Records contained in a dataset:

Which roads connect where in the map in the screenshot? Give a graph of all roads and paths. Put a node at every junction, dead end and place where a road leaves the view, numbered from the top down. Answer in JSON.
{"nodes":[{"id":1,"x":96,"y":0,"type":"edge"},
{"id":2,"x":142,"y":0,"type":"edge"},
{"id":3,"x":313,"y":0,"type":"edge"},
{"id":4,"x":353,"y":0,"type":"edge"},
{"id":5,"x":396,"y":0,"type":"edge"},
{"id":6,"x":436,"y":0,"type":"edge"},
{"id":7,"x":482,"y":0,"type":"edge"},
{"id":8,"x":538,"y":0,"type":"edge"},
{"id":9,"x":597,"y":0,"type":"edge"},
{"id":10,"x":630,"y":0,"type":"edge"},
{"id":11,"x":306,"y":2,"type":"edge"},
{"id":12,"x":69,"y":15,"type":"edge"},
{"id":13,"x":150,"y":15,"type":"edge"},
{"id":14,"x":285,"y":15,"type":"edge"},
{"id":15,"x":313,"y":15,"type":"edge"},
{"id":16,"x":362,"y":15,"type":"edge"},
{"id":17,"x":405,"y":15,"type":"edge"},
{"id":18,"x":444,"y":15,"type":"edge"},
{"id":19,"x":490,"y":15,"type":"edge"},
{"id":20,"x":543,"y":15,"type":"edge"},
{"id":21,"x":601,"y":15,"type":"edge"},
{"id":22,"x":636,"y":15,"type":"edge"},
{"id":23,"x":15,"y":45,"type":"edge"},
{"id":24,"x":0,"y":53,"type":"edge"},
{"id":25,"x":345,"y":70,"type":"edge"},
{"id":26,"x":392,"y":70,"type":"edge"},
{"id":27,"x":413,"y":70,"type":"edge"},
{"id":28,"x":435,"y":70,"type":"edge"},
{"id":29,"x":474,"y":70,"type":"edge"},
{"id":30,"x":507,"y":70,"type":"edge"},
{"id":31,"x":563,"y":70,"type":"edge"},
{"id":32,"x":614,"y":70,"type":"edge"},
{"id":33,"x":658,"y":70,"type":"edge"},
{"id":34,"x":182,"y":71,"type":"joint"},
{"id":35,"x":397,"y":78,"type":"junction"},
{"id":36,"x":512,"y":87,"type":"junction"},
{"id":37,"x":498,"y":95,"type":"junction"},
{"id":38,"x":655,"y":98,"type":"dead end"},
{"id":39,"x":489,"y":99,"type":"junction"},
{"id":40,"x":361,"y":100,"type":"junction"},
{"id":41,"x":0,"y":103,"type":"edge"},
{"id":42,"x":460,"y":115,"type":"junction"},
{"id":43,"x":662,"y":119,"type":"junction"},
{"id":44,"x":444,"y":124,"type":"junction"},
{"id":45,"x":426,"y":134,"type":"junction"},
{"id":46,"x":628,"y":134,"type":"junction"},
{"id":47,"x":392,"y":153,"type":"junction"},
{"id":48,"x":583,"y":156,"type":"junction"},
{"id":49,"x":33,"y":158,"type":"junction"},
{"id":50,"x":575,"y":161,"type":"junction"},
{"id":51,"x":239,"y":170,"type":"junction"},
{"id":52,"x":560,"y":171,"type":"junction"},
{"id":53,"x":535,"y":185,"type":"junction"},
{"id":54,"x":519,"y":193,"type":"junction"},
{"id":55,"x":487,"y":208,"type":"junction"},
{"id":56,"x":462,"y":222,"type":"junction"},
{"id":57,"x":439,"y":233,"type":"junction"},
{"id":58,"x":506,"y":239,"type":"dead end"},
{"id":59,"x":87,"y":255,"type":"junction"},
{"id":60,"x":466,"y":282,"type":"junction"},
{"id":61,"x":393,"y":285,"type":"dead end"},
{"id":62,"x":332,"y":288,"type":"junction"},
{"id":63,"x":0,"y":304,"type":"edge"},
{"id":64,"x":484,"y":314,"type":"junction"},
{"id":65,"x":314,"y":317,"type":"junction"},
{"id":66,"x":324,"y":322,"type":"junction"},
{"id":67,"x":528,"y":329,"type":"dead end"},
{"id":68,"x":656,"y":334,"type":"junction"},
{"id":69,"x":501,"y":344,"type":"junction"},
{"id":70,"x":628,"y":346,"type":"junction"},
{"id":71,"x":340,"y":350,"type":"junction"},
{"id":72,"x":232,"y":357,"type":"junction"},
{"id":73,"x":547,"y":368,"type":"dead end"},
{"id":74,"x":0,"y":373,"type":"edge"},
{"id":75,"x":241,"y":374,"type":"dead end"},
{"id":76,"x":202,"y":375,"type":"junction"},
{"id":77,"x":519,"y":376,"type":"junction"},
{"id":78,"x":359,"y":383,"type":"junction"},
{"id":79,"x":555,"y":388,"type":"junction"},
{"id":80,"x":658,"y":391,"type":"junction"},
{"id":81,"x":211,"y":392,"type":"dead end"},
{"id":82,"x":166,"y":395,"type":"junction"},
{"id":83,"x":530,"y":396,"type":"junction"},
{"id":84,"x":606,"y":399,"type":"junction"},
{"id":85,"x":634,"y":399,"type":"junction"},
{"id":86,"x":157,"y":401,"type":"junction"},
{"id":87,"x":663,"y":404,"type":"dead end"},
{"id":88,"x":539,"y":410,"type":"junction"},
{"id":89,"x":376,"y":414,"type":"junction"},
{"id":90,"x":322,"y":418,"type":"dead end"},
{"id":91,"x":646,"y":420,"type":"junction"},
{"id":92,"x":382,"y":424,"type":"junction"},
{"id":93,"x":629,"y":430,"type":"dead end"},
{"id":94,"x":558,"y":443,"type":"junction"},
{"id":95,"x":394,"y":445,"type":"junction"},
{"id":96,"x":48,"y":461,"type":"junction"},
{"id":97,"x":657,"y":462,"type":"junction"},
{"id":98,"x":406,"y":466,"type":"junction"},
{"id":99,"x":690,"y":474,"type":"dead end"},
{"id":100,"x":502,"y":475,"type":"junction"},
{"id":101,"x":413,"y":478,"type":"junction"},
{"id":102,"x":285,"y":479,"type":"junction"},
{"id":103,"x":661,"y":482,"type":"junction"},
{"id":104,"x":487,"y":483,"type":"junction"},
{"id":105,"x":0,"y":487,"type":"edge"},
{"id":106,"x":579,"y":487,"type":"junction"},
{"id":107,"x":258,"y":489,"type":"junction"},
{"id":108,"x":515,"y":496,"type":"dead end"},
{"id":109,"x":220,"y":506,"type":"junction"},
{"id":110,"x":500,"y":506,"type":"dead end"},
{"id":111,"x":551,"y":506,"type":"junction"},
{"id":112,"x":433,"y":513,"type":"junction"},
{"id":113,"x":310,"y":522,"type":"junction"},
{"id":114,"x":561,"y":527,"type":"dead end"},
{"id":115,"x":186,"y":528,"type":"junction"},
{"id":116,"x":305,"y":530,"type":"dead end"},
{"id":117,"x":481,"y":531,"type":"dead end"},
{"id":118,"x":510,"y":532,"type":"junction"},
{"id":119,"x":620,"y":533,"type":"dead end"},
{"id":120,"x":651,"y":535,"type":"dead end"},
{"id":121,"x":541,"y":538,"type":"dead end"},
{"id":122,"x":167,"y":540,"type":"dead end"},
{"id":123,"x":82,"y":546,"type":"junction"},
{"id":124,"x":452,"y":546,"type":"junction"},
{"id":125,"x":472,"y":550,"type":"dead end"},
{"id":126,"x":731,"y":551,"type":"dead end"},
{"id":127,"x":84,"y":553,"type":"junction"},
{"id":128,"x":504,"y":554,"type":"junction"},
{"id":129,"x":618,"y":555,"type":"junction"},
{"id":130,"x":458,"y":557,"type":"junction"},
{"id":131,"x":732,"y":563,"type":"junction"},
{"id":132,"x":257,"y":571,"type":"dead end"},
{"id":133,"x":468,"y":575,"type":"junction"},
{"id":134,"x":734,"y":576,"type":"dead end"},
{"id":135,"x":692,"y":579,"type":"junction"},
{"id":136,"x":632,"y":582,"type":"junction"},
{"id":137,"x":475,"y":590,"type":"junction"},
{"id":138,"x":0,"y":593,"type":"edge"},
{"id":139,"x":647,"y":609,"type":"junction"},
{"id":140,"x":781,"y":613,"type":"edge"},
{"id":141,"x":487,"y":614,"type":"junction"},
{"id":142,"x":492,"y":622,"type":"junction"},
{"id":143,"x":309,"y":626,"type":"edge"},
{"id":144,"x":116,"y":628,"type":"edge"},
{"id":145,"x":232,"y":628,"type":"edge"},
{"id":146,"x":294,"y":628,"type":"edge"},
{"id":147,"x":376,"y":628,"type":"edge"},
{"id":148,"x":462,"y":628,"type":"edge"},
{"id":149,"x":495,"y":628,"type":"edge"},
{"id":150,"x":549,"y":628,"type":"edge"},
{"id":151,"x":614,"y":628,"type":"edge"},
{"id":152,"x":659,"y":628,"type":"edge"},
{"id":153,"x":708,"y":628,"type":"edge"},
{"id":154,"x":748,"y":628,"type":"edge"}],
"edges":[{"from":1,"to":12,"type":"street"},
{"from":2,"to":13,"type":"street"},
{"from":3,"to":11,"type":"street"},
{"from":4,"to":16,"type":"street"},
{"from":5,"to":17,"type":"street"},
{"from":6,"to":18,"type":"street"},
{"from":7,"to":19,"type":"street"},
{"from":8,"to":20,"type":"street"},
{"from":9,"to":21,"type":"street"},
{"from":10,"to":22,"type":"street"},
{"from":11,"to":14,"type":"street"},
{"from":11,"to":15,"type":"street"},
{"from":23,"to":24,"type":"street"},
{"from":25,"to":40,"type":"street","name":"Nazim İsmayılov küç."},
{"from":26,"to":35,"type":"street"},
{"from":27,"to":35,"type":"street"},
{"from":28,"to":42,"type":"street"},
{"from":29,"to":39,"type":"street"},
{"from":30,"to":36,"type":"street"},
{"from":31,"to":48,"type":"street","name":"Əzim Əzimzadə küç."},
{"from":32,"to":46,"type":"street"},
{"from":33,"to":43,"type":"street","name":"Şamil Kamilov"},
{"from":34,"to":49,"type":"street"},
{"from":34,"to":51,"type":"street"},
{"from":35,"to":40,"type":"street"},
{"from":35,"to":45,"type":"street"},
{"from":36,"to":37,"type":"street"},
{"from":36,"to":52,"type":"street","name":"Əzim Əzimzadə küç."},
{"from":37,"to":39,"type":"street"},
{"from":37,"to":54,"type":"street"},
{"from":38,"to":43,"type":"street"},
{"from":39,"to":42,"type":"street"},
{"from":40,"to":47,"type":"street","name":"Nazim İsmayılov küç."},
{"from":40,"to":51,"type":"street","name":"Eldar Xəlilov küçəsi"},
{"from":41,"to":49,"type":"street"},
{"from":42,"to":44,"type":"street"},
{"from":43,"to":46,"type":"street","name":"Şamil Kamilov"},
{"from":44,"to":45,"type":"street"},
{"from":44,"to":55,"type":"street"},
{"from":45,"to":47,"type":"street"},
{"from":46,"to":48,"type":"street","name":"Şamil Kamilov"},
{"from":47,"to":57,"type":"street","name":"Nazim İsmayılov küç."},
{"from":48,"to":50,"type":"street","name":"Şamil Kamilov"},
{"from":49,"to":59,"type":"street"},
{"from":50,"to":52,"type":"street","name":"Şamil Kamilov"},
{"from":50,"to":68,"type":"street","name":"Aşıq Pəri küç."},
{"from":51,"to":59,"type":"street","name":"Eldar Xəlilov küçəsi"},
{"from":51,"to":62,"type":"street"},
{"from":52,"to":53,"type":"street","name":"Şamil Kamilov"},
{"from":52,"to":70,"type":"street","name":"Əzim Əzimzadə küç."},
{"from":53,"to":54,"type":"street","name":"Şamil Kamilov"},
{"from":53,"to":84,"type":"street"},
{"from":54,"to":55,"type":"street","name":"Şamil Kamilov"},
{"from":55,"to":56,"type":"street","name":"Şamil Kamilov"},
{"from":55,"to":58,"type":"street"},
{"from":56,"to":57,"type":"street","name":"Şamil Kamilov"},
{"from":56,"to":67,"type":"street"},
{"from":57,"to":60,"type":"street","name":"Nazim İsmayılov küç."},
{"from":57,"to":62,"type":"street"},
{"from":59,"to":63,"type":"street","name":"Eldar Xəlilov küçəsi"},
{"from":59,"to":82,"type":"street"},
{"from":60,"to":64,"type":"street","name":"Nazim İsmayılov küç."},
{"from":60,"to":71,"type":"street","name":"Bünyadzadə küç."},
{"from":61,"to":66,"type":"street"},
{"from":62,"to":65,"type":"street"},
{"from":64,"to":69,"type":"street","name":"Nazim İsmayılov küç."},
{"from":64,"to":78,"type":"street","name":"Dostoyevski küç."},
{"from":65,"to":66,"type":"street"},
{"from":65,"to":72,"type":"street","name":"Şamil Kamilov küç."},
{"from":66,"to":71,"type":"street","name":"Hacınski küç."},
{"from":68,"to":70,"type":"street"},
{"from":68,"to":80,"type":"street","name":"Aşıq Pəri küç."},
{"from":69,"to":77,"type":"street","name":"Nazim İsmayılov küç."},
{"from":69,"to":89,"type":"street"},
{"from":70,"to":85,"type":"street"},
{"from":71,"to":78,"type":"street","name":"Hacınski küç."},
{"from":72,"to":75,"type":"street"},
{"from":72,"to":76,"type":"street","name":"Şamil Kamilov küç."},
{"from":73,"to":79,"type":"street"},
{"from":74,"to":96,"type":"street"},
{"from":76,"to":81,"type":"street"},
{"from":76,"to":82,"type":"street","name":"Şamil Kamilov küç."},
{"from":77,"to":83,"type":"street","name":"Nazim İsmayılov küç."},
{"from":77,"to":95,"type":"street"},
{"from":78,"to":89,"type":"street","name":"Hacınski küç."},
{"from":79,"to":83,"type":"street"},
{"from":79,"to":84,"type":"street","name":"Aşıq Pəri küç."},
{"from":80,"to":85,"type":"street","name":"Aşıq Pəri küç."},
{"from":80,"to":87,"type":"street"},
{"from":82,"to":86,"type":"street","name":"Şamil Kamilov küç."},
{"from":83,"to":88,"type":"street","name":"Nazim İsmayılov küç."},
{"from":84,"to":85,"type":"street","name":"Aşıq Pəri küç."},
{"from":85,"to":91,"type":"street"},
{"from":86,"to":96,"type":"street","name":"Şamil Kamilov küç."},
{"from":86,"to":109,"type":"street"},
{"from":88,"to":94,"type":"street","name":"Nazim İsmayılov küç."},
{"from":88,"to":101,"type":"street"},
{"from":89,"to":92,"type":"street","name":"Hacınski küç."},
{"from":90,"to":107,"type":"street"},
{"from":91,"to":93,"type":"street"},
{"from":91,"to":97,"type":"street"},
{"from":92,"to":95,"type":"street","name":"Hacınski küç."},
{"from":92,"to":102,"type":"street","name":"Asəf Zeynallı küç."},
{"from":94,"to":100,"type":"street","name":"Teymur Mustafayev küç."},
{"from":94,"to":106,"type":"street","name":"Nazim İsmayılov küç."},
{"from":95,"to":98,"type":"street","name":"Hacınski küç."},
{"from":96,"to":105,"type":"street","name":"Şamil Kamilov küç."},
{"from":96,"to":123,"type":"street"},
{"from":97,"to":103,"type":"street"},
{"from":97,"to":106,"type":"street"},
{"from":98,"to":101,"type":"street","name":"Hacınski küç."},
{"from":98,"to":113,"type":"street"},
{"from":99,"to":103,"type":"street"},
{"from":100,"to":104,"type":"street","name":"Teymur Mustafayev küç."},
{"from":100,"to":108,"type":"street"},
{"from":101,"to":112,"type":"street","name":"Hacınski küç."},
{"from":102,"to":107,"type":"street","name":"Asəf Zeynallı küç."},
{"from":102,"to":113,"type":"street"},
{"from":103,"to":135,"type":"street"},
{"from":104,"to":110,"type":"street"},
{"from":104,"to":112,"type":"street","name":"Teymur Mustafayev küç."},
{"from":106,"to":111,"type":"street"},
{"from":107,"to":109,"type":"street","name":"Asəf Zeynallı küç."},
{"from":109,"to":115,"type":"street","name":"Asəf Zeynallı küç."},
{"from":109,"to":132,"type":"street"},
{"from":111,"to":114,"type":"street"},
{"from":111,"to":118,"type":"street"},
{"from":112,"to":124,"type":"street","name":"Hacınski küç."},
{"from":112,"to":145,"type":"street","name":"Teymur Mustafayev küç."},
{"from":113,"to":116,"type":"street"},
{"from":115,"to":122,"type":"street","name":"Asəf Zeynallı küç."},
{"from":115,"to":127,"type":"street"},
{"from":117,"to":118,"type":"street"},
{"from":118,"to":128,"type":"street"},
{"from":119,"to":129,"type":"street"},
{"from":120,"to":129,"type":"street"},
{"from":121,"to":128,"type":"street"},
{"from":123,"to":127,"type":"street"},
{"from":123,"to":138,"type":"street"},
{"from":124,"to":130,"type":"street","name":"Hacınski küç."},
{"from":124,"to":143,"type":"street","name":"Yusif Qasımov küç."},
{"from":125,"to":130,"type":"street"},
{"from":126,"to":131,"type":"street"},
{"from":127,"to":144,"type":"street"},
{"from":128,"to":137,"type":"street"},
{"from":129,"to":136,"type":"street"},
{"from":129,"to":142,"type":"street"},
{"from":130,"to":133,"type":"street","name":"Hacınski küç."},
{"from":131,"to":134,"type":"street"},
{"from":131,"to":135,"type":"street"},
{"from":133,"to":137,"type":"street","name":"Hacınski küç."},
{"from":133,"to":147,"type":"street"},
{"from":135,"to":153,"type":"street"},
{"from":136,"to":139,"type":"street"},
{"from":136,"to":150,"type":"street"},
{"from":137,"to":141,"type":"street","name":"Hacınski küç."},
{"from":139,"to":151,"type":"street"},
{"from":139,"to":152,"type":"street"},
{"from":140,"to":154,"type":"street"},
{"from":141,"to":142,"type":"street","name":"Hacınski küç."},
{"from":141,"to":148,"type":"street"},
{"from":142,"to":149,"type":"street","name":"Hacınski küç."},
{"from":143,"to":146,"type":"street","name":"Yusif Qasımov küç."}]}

WHAT IS REQUIRED: With "Yusif" as the string to look for, count the matching lines in the entries above and report only the number.

COMPLETED TASK: 2